[Stored data]
────────

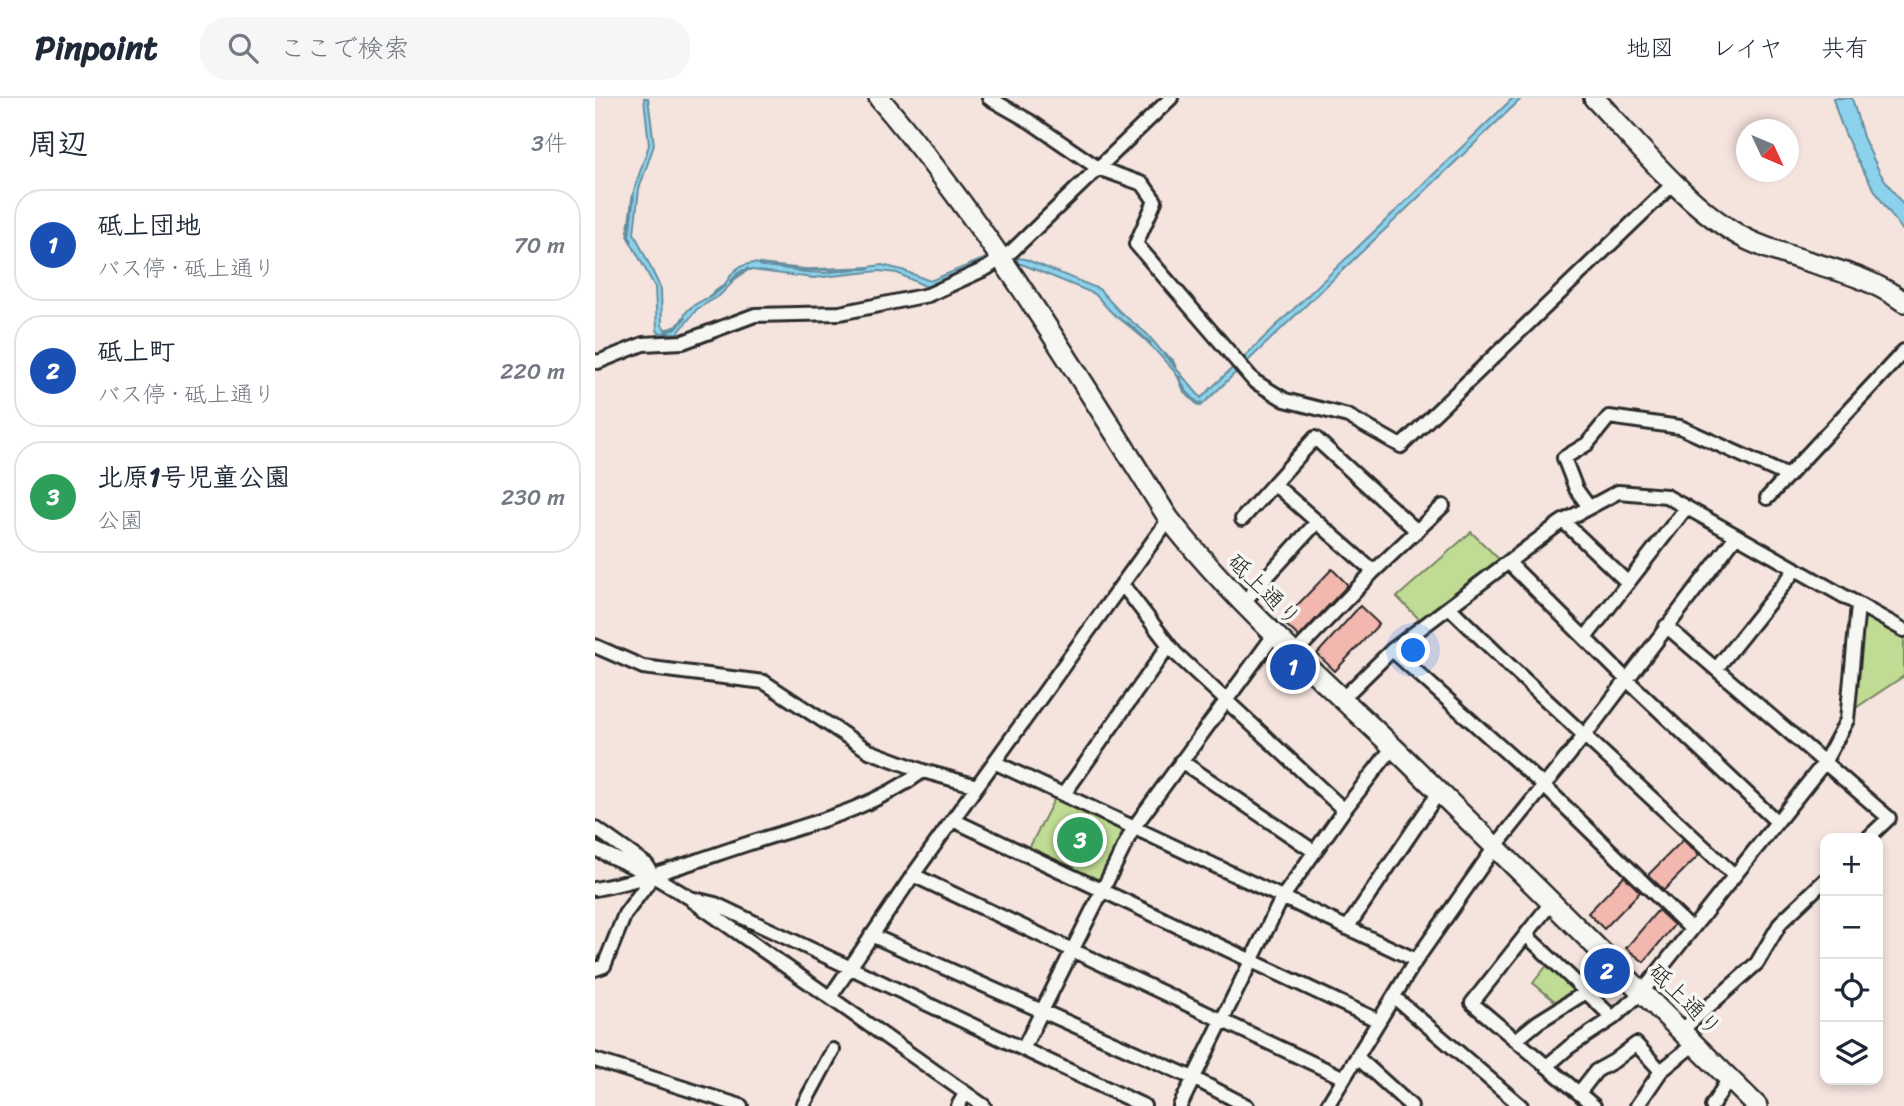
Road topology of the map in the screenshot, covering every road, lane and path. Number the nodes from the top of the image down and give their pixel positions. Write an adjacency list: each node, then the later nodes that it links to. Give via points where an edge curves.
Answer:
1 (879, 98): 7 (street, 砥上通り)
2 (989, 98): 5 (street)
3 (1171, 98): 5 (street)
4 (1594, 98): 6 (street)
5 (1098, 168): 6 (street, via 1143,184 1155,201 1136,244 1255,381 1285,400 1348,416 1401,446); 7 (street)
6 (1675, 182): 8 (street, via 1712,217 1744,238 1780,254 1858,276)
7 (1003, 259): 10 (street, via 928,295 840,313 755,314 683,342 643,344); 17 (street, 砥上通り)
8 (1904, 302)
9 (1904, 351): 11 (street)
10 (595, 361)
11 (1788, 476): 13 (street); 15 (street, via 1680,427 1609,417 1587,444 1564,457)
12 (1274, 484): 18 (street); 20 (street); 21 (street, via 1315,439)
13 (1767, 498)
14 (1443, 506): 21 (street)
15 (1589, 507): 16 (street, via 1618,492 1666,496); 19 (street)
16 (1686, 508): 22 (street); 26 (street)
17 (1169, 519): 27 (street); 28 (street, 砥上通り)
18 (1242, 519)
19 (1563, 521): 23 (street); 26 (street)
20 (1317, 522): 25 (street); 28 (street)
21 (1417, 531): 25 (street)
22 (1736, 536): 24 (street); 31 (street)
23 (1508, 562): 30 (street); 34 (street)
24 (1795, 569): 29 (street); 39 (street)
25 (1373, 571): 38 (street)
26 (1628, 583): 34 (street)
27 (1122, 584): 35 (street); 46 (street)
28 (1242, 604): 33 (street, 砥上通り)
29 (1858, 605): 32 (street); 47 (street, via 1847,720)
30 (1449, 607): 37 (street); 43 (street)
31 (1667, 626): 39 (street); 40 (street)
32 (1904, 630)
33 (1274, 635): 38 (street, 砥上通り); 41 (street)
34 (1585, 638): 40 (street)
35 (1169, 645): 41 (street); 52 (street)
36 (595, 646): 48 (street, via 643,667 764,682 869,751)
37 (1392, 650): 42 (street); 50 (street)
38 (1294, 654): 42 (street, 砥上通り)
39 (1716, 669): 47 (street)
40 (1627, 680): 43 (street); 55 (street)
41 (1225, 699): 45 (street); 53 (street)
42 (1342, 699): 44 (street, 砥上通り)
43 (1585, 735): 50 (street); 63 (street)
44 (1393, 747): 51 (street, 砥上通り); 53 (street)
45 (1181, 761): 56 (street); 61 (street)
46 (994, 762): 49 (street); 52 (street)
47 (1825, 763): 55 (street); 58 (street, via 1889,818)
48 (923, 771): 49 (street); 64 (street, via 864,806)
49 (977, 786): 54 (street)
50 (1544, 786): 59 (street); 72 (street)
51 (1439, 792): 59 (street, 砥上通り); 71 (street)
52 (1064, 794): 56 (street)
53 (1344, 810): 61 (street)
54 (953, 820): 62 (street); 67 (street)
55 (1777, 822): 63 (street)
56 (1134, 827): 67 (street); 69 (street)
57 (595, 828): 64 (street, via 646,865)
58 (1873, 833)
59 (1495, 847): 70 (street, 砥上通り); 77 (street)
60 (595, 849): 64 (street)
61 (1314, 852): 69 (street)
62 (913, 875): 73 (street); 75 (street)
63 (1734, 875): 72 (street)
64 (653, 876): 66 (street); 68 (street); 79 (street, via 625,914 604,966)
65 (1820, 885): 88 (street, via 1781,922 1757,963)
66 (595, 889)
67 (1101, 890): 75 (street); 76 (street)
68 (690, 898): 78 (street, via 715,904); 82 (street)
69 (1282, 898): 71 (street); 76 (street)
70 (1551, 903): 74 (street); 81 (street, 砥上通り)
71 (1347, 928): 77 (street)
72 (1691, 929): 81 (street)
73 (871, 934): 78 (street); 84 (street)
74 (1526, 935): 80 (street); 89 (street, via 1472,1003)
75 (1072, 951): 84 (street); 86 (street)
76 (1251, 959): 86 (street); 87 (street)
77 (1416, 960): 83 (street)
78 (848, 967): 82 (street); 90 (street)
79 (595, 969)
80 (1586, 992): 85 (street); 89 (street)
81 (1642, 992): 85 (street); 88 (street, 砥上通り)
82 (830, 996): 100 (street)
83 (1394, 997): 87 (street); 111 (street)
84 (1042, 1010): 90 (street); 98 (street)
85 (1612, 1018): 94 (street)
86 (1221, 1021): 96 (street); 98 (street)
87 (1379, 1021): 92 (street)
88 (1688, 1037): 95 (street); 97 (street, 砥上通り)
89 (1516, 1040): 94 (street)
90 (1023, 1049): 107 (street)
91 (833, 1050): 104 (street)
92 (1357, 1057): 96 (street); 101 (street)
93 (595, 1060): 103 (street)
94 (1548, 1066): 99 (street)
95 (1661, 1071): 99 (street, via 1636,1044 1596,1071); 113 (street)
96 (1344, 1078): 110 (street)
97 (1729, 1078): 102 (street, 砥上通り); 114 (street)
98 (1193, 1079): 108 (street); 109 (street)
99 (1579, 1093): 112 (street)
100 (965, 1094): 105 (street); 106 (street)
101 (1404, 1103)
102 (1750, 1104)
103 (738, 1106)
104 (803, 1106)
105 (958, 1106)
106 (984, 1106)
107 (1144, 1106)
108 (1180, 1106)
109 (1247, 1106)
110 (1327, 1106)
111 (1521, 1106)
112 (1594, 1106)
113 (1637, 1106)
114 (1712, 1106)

────────

Exercise goal: Render the records above word for word and leave the pictures out.

Written answer:
Road topology of the map in the screenshot, covering every road, lane and path. Number the nodes from the top of the image down and give their pixel positions. Write an adjacency list: each node, then the later nodes that it links to. Give via points where an edge curves.
Answer:
1 (879, 98): 7 (street, 砥上通り)
2 (989, 98): 5 (street)
3 (1171, 98): 5 (street)
4 (1594, 98): 6 (street)
5 (1098, 168): 6 (street, via 1143,184 1155,201 1136,244 1255,381 1285,400 1348,416 1401,446); 7 (street)
6 (1675, 182): 8 (street, via 1712,217 1744,238 1780,254 1858,276)
7 (1003, 259): 10 (street, via 928,295 840,313 755,314 683,342 643,344); 17 (street, 砥上通り)
8 (1904, 302)
9 (1904, 351): 11 (street)
10 (595, 361)
11 (1788, 476): 13 (street); 15 (street, via 1680,427 1609,417 1587,444 1564,457)
12 (1274, 484): 18 (street); 20 (street); 21 (street, via 1315,439)
13 (1767, 498)
14 (1443, 506): 21 (street)
15 (1589, 507): 16 (street, via 1618,492 1666,496); 19 (street)
16 (1686, 508): 22 (street); 26 (street)
17 (1169, 519): 27 (street); 28 (street, 砥上通り)
18 (1242, 519)
19 (1563, 521): 23 (street); 26 (street)
20 (1317, 522): 25 (street); 28 (street)
21 (1417, 531): 25 (street)
22 (1736, 536): 24 (street); 31 (street)
23 (1508, 562): 30 (street); 34 (street)
24 (1795, 569): 29 (street); 39 (street)
25 (1373, 571): 38 (street)
26 (1628, 583): 34 (street)
27 (1122, 584): 35 (street); 46 (street)
28 (1242, 604): 33 (street, 砥上通り)
29 (1858, 605): 32 (street); 47 (street, via 1847,720)
30 (1449, 607): 37 (street); 43 (street)
31 (1667, 626): 39 (street); 40 (street)
32 (1904, 630)
33 (1274, 635): 38 (street, 砥上通り); 41 (street)
34 (1585, 638): 40 (street)
35 (1169, 645): 41 (street); 52 (street)
36 (595, 646): 48 (street, via 643,667 764,682 869,751)
37 (1392, 650): 42 (street); 50 (street)
38 (1294, 654): 42 (street, 砥上通り)
39 (1716, 669): 47 (street)
40 (1627, 680): 43 (street); 55 (street)
41 (1225, 699): 45 (street); 53 (street)
42 (1342, 699): 44 (street, 砥上通り)
43 (1585, 735): 50 (street); 63 (street)
44 (1393, 747): 51 (street, 砥上通り); 53 (street)
45 (1181, 761): 56 (street); 61 (street)
46 (994, 762): 49 (street); 52 (street)
47 (1825, 763): 55 (street); 58 (street, via 1889,818)
48 (923, 771): 49 (street); 64 (street, via 864,806)
49 (977, 786): 54 (street)
50 (1544, 786): 59 (street); 72 (street)
51 (1439, 792): 59 (street, 砥上通り); 71 (street)
52 (1064, 794): 56 (street)
53 (1344, 810): 61 (street)
54 (953, 820): 62 (street); 67 (street)
55 (1777, 822): 63 (street)
56 (1134, 827): 67 (street); 69 (street)
57 (595, 828): 64 (street, via 646,865)
58 (1873, 833)
59 (1495, 847): 70 (street, 砥上通り); 77 (street)
60 (595, 849): 64 (street)
61 (1314, 852): 69 (street)
62 (913, 875): 73 (street); 75 (street)
63 (1734, 875): 72 (street)
64 (653, 876): 66 (street); 68 (street); 79 (street, via 625,914 604,966)
65 (1820, 885): 88 (street, via 1781,922 1757,963)
66 (595, 889)
67 (1101, 890): 75 (street); 76 (street)
68 (690, 898): 78 (street, via 715,904); 82 (street)
69 (1282, 898): 71 (street); 76 (street)
70 (1551, 903): 74 (street); 81 (street, 砥上通り)
71 (1347, 928): 77 (street)
72 (1691, 929): 81 (street)
73 (871, 934): 78 (street); 84 (street)
74 (1526, 935): 80 (street); 89 (street, via 1472,1003)
75 (1072, 951): 84 (street); 86 (street)
76 (1251, 959): 86 (street); 87 (street)
77 (1416, 960): 83 (street)
78 (848, 967): 82 (street); 90 (street)
79 (595, 969)
80 (1586, 992): 85 (street); 89 (street)
81 (1642, 992): 85 (street); 88 (street, 砥上通り)
82 (830, 996): 100 (street)
83 (1394, 997): 87 (street); 111 (street)
84 (1042, 1010): 90 (street); 98 (street)
85 (1612, 1018): 94 (street)
86 (1221, 1021): 96 (street); 98 (street)
87 (1379, 1021): 92 (street)
88 (1688, 1037): 95 (street); 97 (street, 砥上通り)
89 (1516, 1040): 94 (street)
90 (1023, 1049): 107 (street)
91 (833, 1050): 104 (street)
92 (1357, 1057): 96 (street); 101 (street)
93 (595, 1060): 103 (street)
94 (1548, 1066): 99 (street)
95 (1661, 1071): 99 (street, via 1636,1044 1596,1071); 113 (street)
96 (1344, 1078): 110 (street)
97 (1729, 1078): 102 (street, 砥上通り); 114 (street)
98 (1193, 1079): 108 (street); 109 (street)
99 (1579, 1093): 112 (street)
100 (965, 1094): 105 (street); 106 (street)
101 (1404, 1103)
102 (1750, 1104)
103 (738, 1106)
104 (803, 1106)
105 (958, 1106)
106 (984, 1106)
107 (1144, 1106)
108 (1180, 1106)
109 (1247, 1106)
110 (1327, 1106)
111 (1521, 1106)
112 (1594, 1106)
113 (1637, 1106)
114 (1712, 1106)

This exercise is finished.